Research explains why a low-protein diet during pregnancy increases the risk of prostate cancer in offspring

Experiments on rats carried out by researchers at the State University of São Paulo (UNESP) in Brazil provide insight into why offspring of women who suffered from malnutrition during pregnancy tend to face a higher risk of prostate cancer in adulthood.

In a first study published in Scientific reportsThe researchers detected alterations in gene expression that may have been associated with the hormonal imbalance observed in the rats’ offspring and the increased risk of prostate cancer.

“The lack of protein during gestation and lactation dysregulates the molecular pathways involved in the normal development of the prostate, leading to impaired growth in young children. This was already known. We have now discovered that a poor diet in proteins during the embryonic stage and the first two years after birth modify the expression of more than 700 genes in the offspring, including the ABCG1 gene, associated with prostate cancer,” said Luis Antônio Justulin Junior, who directs research and is a professor at the Botucatu Institute of Biosciences (IBB-UNESP).

In a second study published in Molecular and Cellular Endocrinologydysregulation of a specific type of RNA (microRNA-206) correlated with an early increase in the hormone estrogen, a pronounced trait in the offspring of female rats fed a low-protein diet during gestation and lactation, and a factor associated with an increased risk of prostate cancer.

“The results showed once again how diet and everything that happens during the early stages of development determine the trajectory of health and disease in offspring. They were a key contribution to our understanding the first 1,000 days of life, the period including pregnancy, breastfeeding and infancy until the baby’s second birthday,” Justulin said.

A lifelong influence

Research on the links between maternal health and offspring development has advanced significantly in recent decades, particularly in an area known as developmental origins of health and disease (DOHaD). There is considerable evidence that inadequate gene-environment interaction during the embryonic stage and during the first two years after birth may be a key factor in increasing the lifetime risk of chronic non-communicable diseases (NCDs), such as cancer, diabetes and chronic respiratory disorders. and cardiovascular diseases.

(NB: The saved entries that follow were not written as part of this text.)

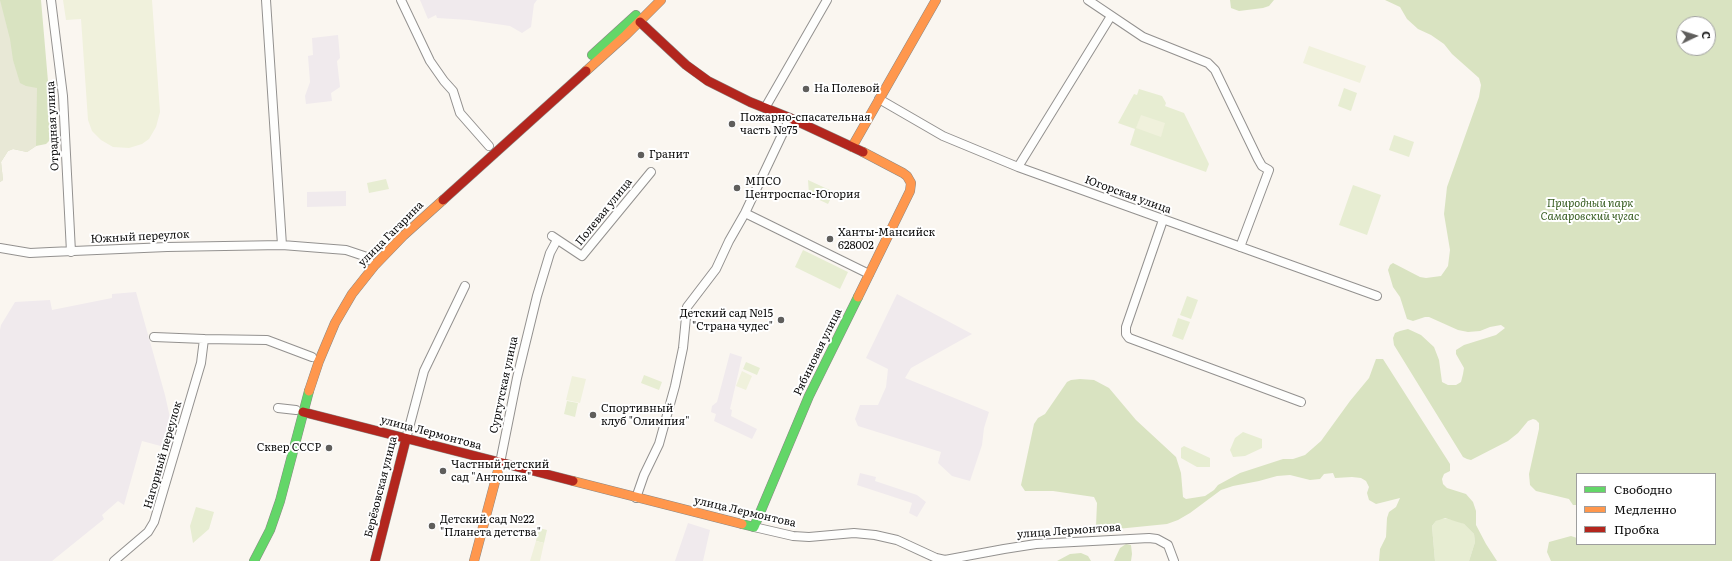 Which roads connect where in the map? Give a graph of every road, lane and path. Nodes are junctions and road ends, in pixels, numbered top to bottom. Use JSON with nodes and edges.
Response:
{"nodes":[{"id":1,"x":51,"y":0,"type":"edge"},
{"id":2,"x":266,"y":0,"type":"edge"},
{"id":3,"x":401,"y":0,"type":"edge"},
{"id":4,"x":650,"y":0,"type":"edge"},
{"id":5,"x":661,"y":0,"type":"edge"},
{"id":6,"x":827,"y":0,"type":"edge"},
{"id":7,"x":936,"y":0,"type":"edge"},
{"id":8,"x":1088,"y":0,"type":"edge"},
{"id":9,"x":1111,"y":16,"type":"junction"},
{"id":10,"x":637,"y":20,"type":"junction"},
{"id":11,"x":879,"y":99,"type":"junction"},
{"id":12,"x":765,"y":108,"type":"junction"},
{"id":13,"x":790,"y":118,"type":"junction"},
{"id":14,"x":852,"y":147,"type":"junction"},
{"id":15,"x":492,"y":150,"type":"junction"},
{"id":16,"x":1018,"y":167,"type":"junction"},
{"id":17,"x":650,"y":172,"type":"dead end"},
{"id":18,"x":745,"y":213,"type":"junction"},
{"id":19,"x":1163,"y":220,"type":"junction"},
{"id":20,"x":554,"y":238,"type":"joint"},
{"id":21,"x":282,"y":245,"type":"junction"},
{"id":22,"x":1240,"y":247,"type":"junction"},
{"id":23,"x":0,"y":248,"type":"edge"},
{"id":24,"x":71,"y":252,"type":"junction"},
{"id":25,"x":372,"y":262,"type":"junction"},
{"id":26,"x":869,"y":274,"type":"junction"},
{"id":27,"x":465,"y":286,"type":"dead end"},
{"id":28,"x":1377,"y":296,"type":"dead end"},
{"id":29,"x":154,"y":337,"type":"dead end"},
{"id":30,"x":204,"y":339,"type":"junction"},
{"id":31,"x":312,"y":357,"type":"junction"},
{"id":32,"x":1301,"y":402,"type":"dead end"},
{"id":33,"x":278,"y":408,"type":"dead end"},
{"id":34,"x":300,"y":411,"type":"junction"},
{"id":35,"x":406,"y":439,"type":"junction"},
{"id":36,"x":500,"y":463,"type":"junction"},
{"id":37,"x":636,"y":498,"type":"junction"},
{"id":38,"x":754,"y":527,"type":"junction"},
{"id":39,"x":114,"y":561,"type":"edge"},
{"id":40,"x":246,"y":561,"type":"edge"},
{"id":41,"x":254,"y":561,"type":"edge"},
{"id":42,"x":375,"y":561,"type":"edge"},
{"id":43,"x":474,"y":561,"type":"edge"},
{"id":44,"x":1174,"y":561,"type":"edge"}],
"edges":[{"from":1,"to":24,"type":"street","name":"Отрадная улица"},
{"from":2,"to":21,"type":"street"},
{"from":3,"to":15,"type":"street"},
{"from":4,"to":10,"type":"street","name":"улица Гагарина"},
{"from":5,"to":10,"type":"street","name":"улица Гагарина"},
{"from":6,"to":12,"type":"street"},
{"from":7,"to":11,"type":"street"},
{"from":8,"to":9,"type":"street"},
{"from":9,"to":16,"type":"street"},
{"from":9,"to":22,"type":"street"},
{"from":10,"to":12,"type":"street"},
{"from":10,"to":15,"type":"street","name":"улица Гагарина"},
{"from":11,"to":14,"type":"street"},
{"from":11,"to":16,"type":"street","name":"Югорская улица"},
{"from":12,"to":13,"type":"street"},
{"from":13,"to":14,"type":"street"},
{"from":13,"to":18,"type":"street"},
{"from":14,"to":26,"type":"street","name":"Рябиновая улица"},
{"from":15,"to":25,"type":"street","name":"улица Гагарина"},
{"from":16,"to":19,"type":"street","name":"Югорская улица"},
{"from":17,"to":20,"type":"street","name":"Полевая улица"},
{"from":18,"to":26,"type":"street"},
{"from":18,"to":37,"type":"street"},
{"from":19,"to":22,"type":"street","name":"Югорская улица"},
{"from":19,"to":32,"type":"street"},
{"from":20,"to":36,"type":"street","name":"Сургутская улица"},
{"from":21,"to":24,"type":"street","name":"Южный переулок"},
{"from":21,"to":25,"type":"street","name":"Южный переулок"},
{"from":22,"to":28,"type":"street","name":"Югорская улица"},
{"from":23,"to":24,"type":"street","name":"Южный переулок"},
{"from":25,"to":31,"type":"street","name":"улица Гагарина"},
{"from":25,"to":34,"type":"street","name":"улица Гагарина"},
{"from":26,"to":38,"type":"street","name":"Рябиновая улица"},
{"from":27,"to":35,"type":"street","name":"Берёзовская улица"},
{"from":29,"to":30,"type":"street"},
{"from":30,"to":31,"type":"street"},
{"from":30,"to":39,"type":"street","name":"Нагорный переулок"},
{"from":31,"to":34,"type":"street","name":"улица Гагарина"},
{"from":33,"to":34,"type":"street"},
{"from":34,"to":35,"type":"street","name":"улица Лермонтова"},
{"from":34,"to":40,"type":"street","name":"улица Гагарина"},
{"from":34,"to":41,"type":"street","name":"улица Гагарина"},
{"from":35,"to":36,"type":"street","name":"улица Лермонтова"},
{"from":35,"to":42,"type":"street","name":"Берёзовская улица"},
{"from":36,"to":37,"type":"street","name":"улица Лермонтова"},
{"from":36,"to":43,"type":"street","name":"Сургутская улица"},
{"from":37,"to":38,"type":"street","name":"улица Лермонтова"},
{"from":38,"to":44,"type":"street","name":"улица Лермонтова"}]} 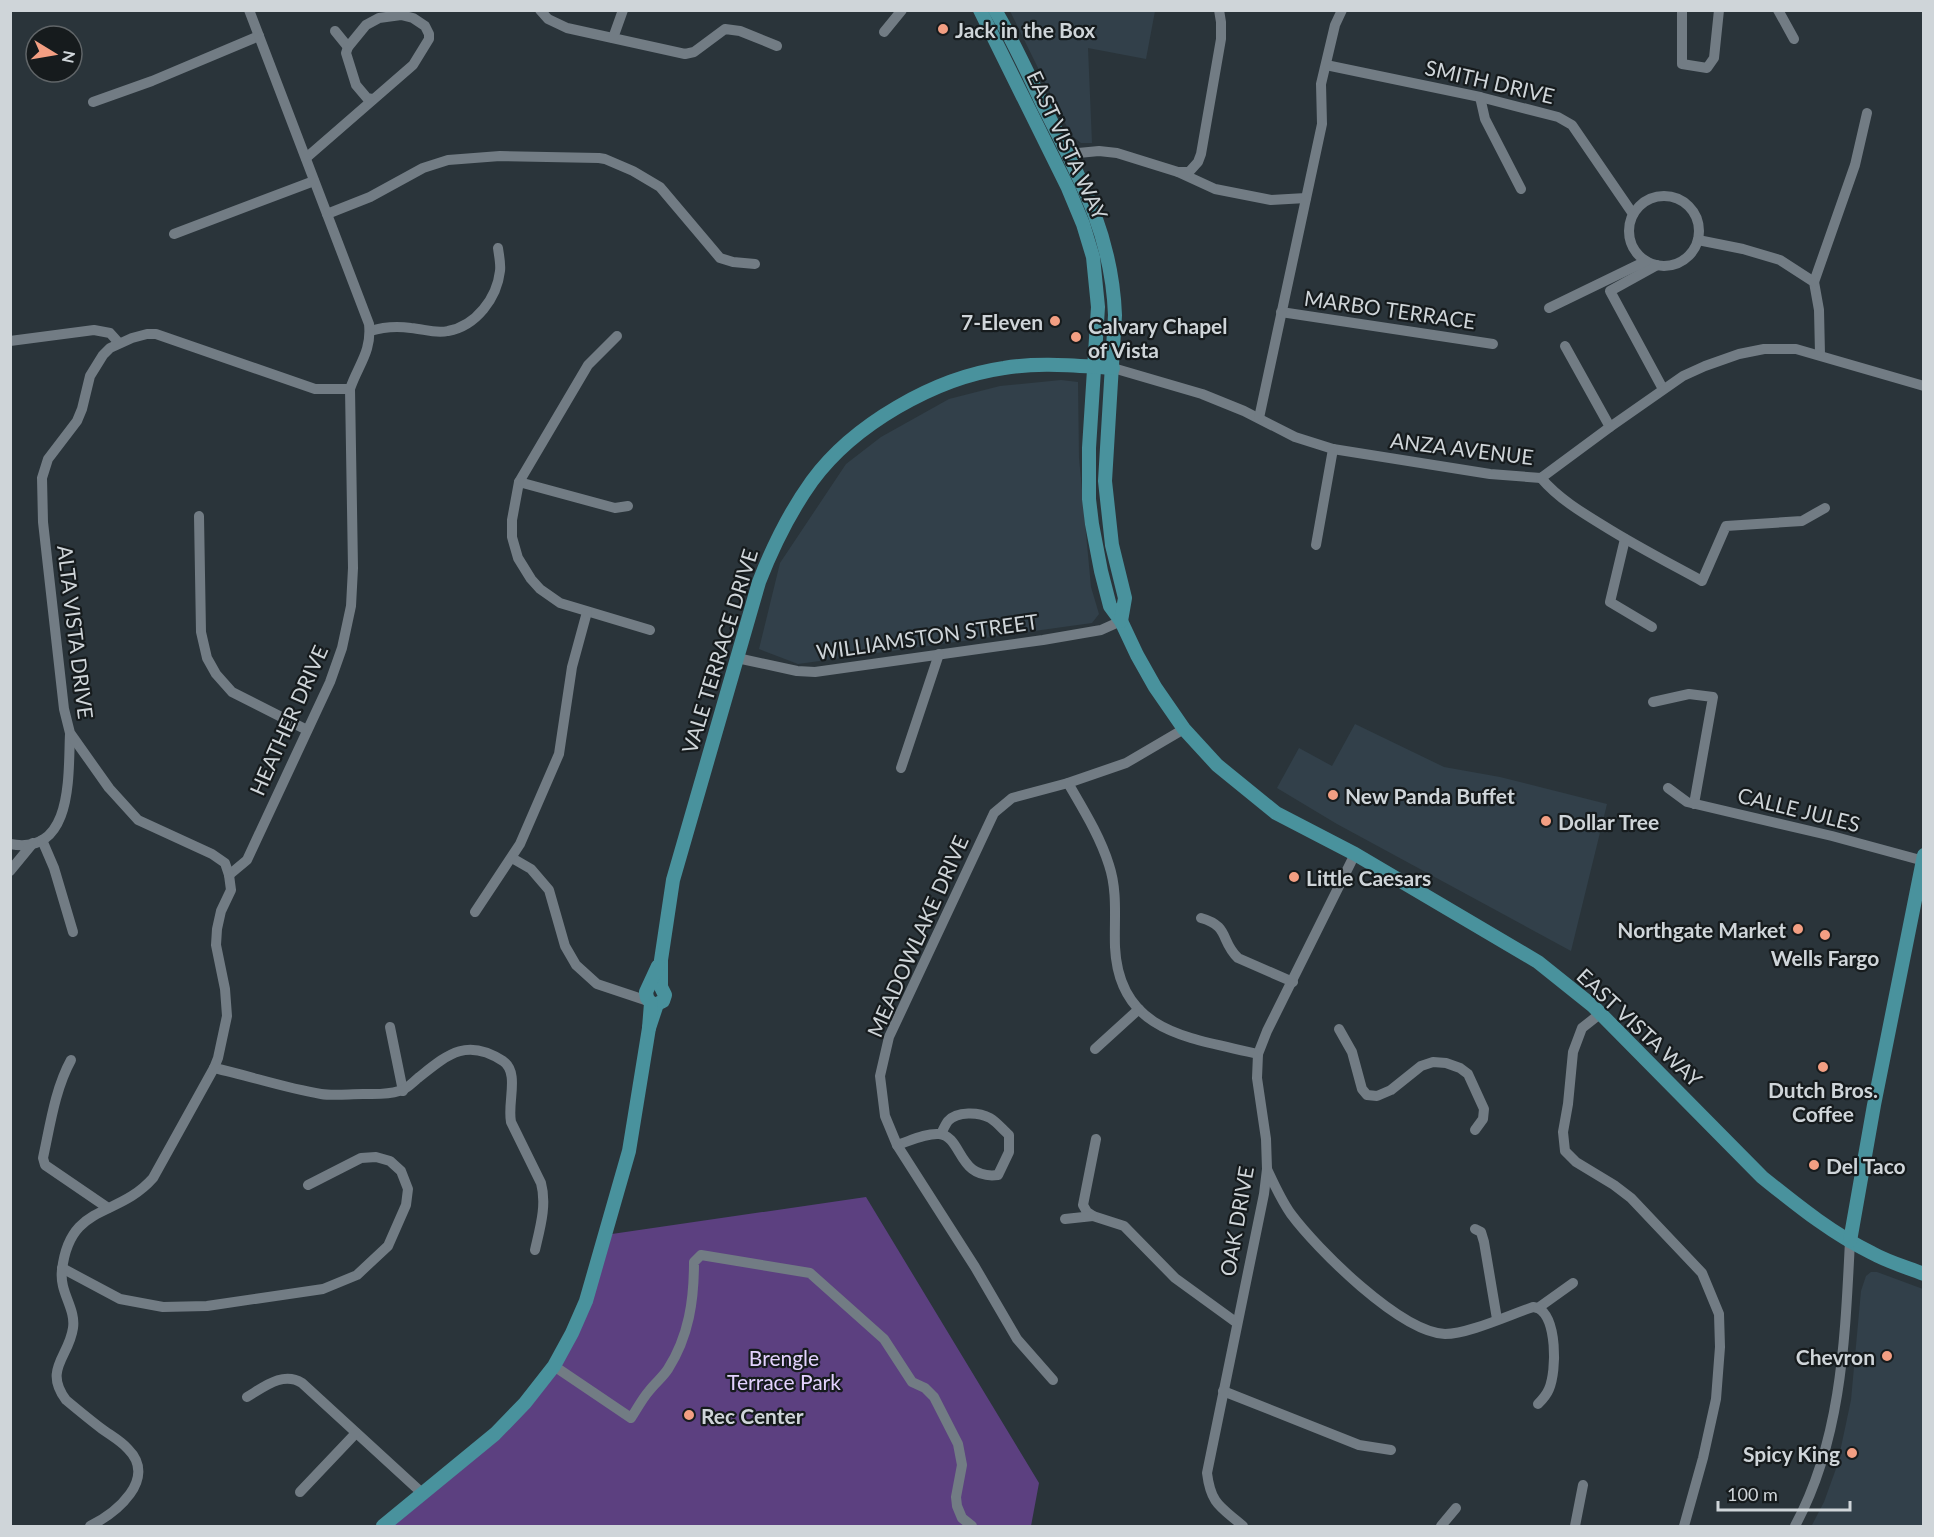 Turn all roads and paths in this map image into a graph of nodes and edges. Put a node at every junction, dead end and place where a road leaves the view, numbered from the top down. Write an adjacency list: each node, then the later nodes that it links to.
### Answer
1 (249, 10): 14 (street)
2 (540, 10): 15 (street)
3 (623, 10): 15 (street)
4 (902, 10): 13 (street)
5 (980, 10): 24 (main road, EAST VISTA WAY)
6 (995, 10): 25 (main road, EAST VISTA WAY)
7 (1219, 10): 27 (street)
8 (1342, 10): 19 (street)
9 (1682, 10): 10 (street)
10 (1719, 10)
11 (1779, 10): 16 (street)
12 (335, 32): 18 (street)
13 (884, 32)
14 (259, 36): 22 (street); 26 (street)
15 (613, 38): 17 (street)
16 (1794, 39)
17 (777, 46)
18 (348, 47): 21 (street); 21 (street)
19 (1326, 65): 20 (street, SMITH DRIVE); 31 (street)
20 (1480, 98): 30 (street); 33 (street, SMITH DRIVE)
21 (372, 99): 26 (street)
22 (93, 102)
23 (1867, 113): 40 (street)
24 (1038, 130): 29 (main road); 50 (main road, EAST VISTA WAY)
25 (1068, 154): 27 (street); 29 (main road, EAST VISTA WAY)
26 (306, 158): 28 (street)
27 (1178, 172): 31 (street)
28 (314, 181): 32 (street); 34 (street)
29 (1086, 189): 51 (main road, EAST VISTA WAY)
30 (1521, 189)
31 (1306, 198): 42 (street)
32 (327, 214): 38 (street); 43 (street)
33 (1633, 214): 35 (street); 37 (street)
34 (174, 234)
35 (1698, 240): 39 (street); 40 (street)
36 (498, 248): 43 (street)
37 (1646, 261): 39 (street); 41 (street)
38 (755, 264)
39 (1657, 265): 54 (street)
40 (1814, 282): 49 (street)
41 (1550, 308)
42 (1281, 312): 47 (street, MARBO TERRACE); 55 (street)
43 (369, 331): 53 (street)
44 (616, 336): 59 (street)
45 (10, 341): 46 (street)
46 (119, 344): 53 (street, ALTA VISTA DRIVE); 74 (street, ALTA VISTA DRIVE)
47 (1493, 344)
48 (1565, 346): 56 (street)
49 (1820, 354): 52 (street, ANZA AVENUE); 54 (street, ANZA AVENUE)
50 (1095, 368): 51 (main road, VALE TERRACE DRIVE); 66 (main road, EAST VISTA WAY); 70 (main road, VALE TERRACE DRIVE)
51 (1113, 368): 55 (street, ANZA AVENUE); 66 (main road)
52 (1923, 386)
53 (350, 389): 73 (street, HEATHER DRIVE)
54 (1663, 389): 56 (street, ANZA AVENUE)
55 (1259, 418): 57 (street, ANZA AVENUE)
56 (1610, 427): 58 (street, ANZA AVENUE)
57 (1333, 449): 58 (street, ANZA AVENUE); 64 (street)
58 (1541, 478): 63 (street)
59 (519, 482): 60 (street); 65 (street)
60 (628, 507)
61 (1825, 508): 63 (street)
62 (199, 516): 73 (street)
63 (1625, 539): 67 (street)
64 (1316, 545)
65 (587, 612): 68 (street); 83 (street)
66 (1121, 621): 69 (street, WILLIAMSTON STREET); 72 (main road, EAST VISTA WAY)
67 (1652, 627)
68 (650, 630)
69 (939, 654): 70 (street, WILLIAMSTON STREET); 75 (street)
70 (737, 658): 91 (main road, VALE TERRACE DRIVE)
71 (1653, 702): 78 (street)
72 (1184, 729): 76 (street, MEADOWLAKE DRIVE); 82 (main road, EAST VISTA WAY)
73 (307, 730): 86 (street, HEATHER DRIVE)
74 (70, 733): 79 (street); 86 (street, ALTA VISTA DRIVE)
75 (901, 768)
76 (1068, 783): 92 (street); 104 (street, MEADOWLAKE DRIVE)
77 (1668, 788): 78 (street, CALLE JULES)
78 (1694, 804): 84 (street, CALLE JULES)
79 (38, 842): 80 (street); 85 (street); 89 (street)
80 (10, 844)
81 (1923, 847): 84 (main road)
82 (1355, 854): 90 (street, OAK DRIVE); 93 (main road, EAST VISTA WAY)
83 (512, 858): 87 (street); 91 (street)
84 (1923, 859): 111 (main road)
85 (10, 871)
86 (230, 875): 99 (street)
87 (476, 912)
88 (1201, 918): 90 (street)
89 (73, 932)
90 (1293, 982): 97 (street, OAK DRIVE)
91 (653, 995): 119 (main road, VALE TERRACE DRIVE)
92 (1139, 1008): 96 (street); 97 (street)
93 (1600, 1013): 111 (main road, EAST VISTA WAY); 136 (street)
94 (390, 1027): 100 (street)
95 (1339, 1029): 101 (street)
96 (1095, 1049)
97 (1258, 1054): 105 (street, OAK DRIVE)
98 (70, 1060): 107 (street)
99 (214, 1068): 100 (street); 107 (street)
100 (403, 1091): 112 (street)
101 (1475, 1131)
102 (941, 1134): 102 (street); 104 (street)
103 (1096, 1139): 108 (street)
104 (897, 1145): 120 (street, MEADOWLAKE DRIVE)
105 (1267, 1169): 117 (street); 118 (street, OAK DRIVE)
106 (309, 1185): 113 (street)
107 (108, 1208): 113 (street)
108 (1093, 1216): 109 (street); 118 (street)
109 (1065, 1219)
110 (1475, 1229): 117 (street)
111 (1850, 1241): 114 (main road, EAST VISTA WAY); 137 (street)
112 (535, 1250)
113 (62, 1268): 130 (street)
114 (1923, 1274)
115 (1573, 1283): 116 (street)
116 (1538, 1308): 117 (street); 123 (street)
117 (1497, 1319)
118 (1238, 1323): 121 (street, OAK DRIVE)
119 (554, 1366): 128 (main road, VALE TERRACE DRIVE); 132 (street)
120 (1053, 1380)
121 (1223, 1391): 125 (street); 133 (street, OAK DRIVE)
122 (246, 1397): 124 (street)
123 (1538, 1404)
124 (356, 1432): 127 (street); 128 (street)
125 (1391, 1450)
126 (1583, 1485): 135 (street)
127 (300, 1492)
128 (422, 1493): 131 (main road, VALE TERRACE DRIVE)
129 (1456, 1508): 134 (street)
130 (90, 1527)
131 (383, 1527)
132 (972, 1527)
133 (1244, 1527)
134 (1441, 1527)
135 (1575, 1527)
136 (1684, 1527)
137 (1795, 1527)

According to an international study published in 2009, the risk of prostate cancer was much higher than normal among Jewish men exposed from early childhood to famine and the horrors of the Holocaust. The study of how behavioral and environmental factors such as maternal malnutrition affect gene expression is called epigenetics. Epigenetic changes are reversible and do not alter DNA sequences by causing mutations. They can change the way the body reads a DNA sequence and alter gene expression in offspring. New patterns of gene expression can be passed on to future generations.

Research carried out at UNESP investigated the cellular mechanisms involved in this process through experiments on rats. Some of the results are presented in the article published in Scientific reports. The authors describe the global expression profile of microRNAs and messenger RNAs, highlighting molecular alterations associated with increased prostate cancer risk. It should be remembered that microRNAs modulate the expression of messenger RNA via epigenetic mechanisms and that messenger RNA plays a crucial role in protein synthesis. Thus, microRNAs are important factors in gene expression.

After producing RNA sequences and analyzing them using bioinformatics, the researchers concluded that prostate cancer in children with maternal malnutrition and in older rats exposed to intrauterine protein restriction could be due to early dysregulation of miR-206 and its target gene PLG, and that this dysregulation was likely a response to abnormally high estrogen levels during pregnancy.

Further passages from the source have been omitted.